I did it! After months of sprinting on the track, huffing it up Primrose Hill, and crapping out on 4-mile weekend runs, prompting Stephen to say, “There’s no way you’ll finish that 10K in under an hour,” I did it — I ran the Thanksgiving Day Race in 58 minutes and 49 seconds — a whole minute and 11 seconds faster than my goal.

It was really the perfect race in all aspects — the weather was ideal (50 F instead of the usual 25 F), my playlist was killer, and I saw a pug at the starting line and two corgis along the course. Years ago I declared that a pug sighting automatically improved the quality of my day, so it was a good omen to start the race with one. I also declared that races should have corgis along the way to make me run faster, and there they were — two corgis — on the side of the course cheering us on! However they didn’t make me run faster because I briefly slowed down to take their photo. I decided this race nothing was going to slow me down — I had various mantras I kept repeating in my head, from Shaun T’s “Dig deeper!” and “Never sacrifice form” to Enrico Pollini from Rat Race:

its a race gif.gif

I also really wanted to prove to myself (and Stephen, who runs with me the most) that I am capable of digging deeper and reaching my goal. But when there is a corgi along the race course you cannot not take a photo. (Pics or it didn’t happen, right?) So I got this blurry pic and took off again:

thanksgiving day race corgis.png

As I ran my family was texting me from the finish line, letting me know a guy won the race in 30:39 (how??) and that the very pug from the starting line was standing near them.

cincinnati pug.png

Not only that, but there was a corgi puppy nearby too!

race corgi.png

I wasn’t able to find my family or the pug and corgi after I finished since I was on a mission to get to the snacks by the stadium, but the thought of the pug and corgi (and OK, my family too) waiting for me helped me to push through on the hills.

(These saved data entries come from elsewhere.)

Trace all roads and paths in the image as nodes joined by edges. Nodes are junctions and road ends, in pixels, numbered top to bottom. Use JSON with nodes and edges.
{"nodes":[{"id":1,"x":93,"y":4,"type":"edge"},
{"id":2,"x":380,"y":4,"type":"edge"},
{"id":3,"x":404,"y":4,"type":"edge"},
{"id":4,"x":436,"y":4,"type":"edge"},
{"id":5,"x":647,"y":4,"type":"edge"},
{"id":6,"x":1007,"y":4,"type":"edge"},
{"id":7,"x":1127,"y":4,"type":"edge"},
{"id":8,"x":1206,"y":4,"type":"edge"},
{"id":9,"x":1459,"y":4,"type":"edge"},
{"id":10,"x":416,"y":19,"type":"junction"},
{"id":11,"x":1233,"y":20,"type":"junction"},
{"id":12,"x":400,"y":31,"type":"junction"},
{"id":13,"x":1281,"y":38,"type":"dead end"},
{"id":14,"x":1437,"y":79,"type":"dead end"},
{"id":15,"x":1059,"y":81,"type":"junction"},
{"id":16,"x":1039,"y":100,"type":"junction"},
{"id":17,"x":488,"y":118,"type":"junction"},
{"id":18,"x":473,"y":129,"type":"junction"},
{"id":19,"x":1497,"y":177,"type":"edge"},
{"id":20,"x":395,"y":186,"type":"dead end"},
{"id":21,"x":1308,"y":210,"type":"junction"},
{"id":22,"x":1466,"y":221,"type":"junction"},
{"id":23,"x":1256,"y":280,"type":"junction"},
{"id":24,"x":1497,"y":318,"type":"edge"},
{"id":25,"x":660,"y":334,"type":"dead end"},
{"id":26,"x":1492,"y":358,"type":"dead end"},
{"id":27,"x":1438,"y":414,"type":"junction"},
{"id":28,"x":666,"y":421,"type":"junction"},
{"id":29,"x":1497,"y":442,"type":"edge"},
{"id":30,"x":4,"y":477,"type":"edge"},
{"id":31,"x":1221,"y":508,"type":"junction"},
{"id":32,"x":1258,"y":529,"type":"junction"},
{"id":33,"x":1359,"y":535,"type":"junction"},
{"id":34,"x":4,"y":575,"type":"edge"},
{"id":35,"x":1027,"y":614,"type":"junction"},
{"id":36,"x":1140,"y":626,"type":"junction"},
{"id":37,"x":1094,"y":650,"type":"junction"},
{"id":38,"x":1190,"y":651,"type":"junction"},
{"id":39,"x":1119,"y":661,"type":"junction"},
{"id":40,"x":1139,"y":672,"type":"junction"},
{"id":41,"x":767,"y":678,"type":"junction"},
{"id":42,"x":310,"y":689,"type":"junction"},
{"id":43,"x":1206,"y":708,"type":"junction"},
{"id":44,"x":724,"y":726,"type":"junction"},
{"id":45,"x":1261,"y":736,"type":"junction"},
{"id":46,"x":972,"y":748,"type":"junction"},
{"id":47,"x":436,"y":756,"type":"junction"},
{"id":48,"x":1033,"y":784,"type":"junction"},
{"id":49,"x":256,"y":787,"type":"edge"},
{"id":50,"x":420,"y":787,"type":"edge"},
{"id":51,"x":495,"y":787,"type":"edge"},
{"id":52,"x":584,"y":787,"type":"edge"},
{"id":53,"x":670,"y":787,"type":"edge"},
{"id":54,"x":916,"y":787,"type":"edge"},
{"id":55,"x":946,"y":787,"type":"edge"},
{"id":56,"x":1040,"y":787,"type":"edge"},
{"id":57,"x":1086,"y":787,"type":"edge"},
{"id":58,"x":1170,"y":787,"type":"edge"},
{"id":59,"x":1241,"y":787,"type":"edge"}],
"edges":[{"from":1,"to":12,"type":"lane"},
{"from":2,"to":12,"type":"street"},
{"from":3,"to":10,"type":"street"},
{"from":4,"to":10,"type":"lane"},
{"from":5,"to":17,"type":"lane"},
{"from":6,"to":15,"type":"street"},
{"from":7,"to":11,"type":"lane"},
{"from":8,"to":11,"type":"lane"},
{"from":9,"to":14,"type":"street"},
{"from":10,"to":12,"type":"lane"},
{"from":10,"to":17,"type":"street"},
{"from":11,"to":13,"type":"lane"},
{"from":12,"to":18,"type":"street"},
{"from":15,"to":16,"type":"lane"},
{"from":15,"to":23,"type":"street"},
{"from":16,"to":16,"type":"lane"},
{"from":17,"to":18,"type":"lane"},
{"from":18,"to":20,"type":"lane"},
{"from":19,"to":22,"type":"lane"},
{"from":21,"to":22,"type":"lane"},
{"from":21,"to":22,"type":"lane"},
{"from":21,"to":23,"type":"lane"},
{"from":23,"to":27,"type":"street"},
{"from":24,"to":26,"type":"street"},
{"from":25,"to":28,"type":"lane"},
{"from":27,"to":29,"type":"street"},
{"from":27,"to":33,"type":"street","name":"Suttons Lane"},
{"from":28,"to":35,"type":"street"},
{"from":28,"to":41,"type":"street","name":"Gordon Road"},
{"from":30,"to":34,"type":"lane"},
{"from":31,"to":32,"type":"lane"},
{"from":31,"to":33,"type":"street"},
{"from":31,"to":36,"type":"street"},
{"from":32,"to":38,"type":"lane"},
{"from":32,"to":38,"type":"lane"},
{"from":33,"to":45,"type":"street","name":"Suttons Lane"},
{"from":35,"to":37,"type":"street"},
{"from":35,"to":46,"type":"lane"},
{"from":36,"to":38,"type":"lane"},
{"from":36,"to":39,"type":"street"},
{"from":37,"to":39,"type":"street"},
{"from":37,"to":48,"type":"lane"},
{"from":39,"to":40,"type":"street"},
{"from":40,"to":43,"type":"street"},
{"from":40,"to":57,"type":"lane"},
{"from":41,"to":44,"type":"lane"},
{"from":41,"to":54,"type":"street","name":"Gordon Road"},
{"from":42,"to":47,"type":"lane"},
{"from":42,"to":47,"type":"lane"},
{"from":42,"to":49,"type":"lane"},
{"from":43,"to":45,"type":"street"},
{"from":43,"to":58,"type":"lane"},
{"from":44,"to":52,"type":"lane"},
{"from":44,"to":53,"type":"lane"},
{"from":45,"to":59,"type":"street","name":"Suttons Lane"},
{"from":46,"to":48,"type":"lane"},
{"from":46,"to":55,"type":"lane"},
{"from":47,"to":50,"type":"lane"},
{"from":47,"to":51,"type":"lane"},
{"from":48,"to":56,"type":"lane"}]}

I was elated that I finally reached my goal, but now there’s that “what now?”. Each year I shaved about 3 min off my 10K time — do I try for 55 min next year? But this race was so good I’m not sure I want to run it again next year (or if I’ll even be in town). When I brought up my “what now?” conundrum to my runner friend, she replied immediately: “You gotta run a half!” It’s always been in the back of my head that I want to tackle a half marathon before I turn 30. So many runners of varying sizes and abilities have done it — why not me? The London Half is in October, so I’ve got 310 days to decide and prepare. In the meantime I’ve “registered my interest” and have been carboloading as only Americans during the holidays know how.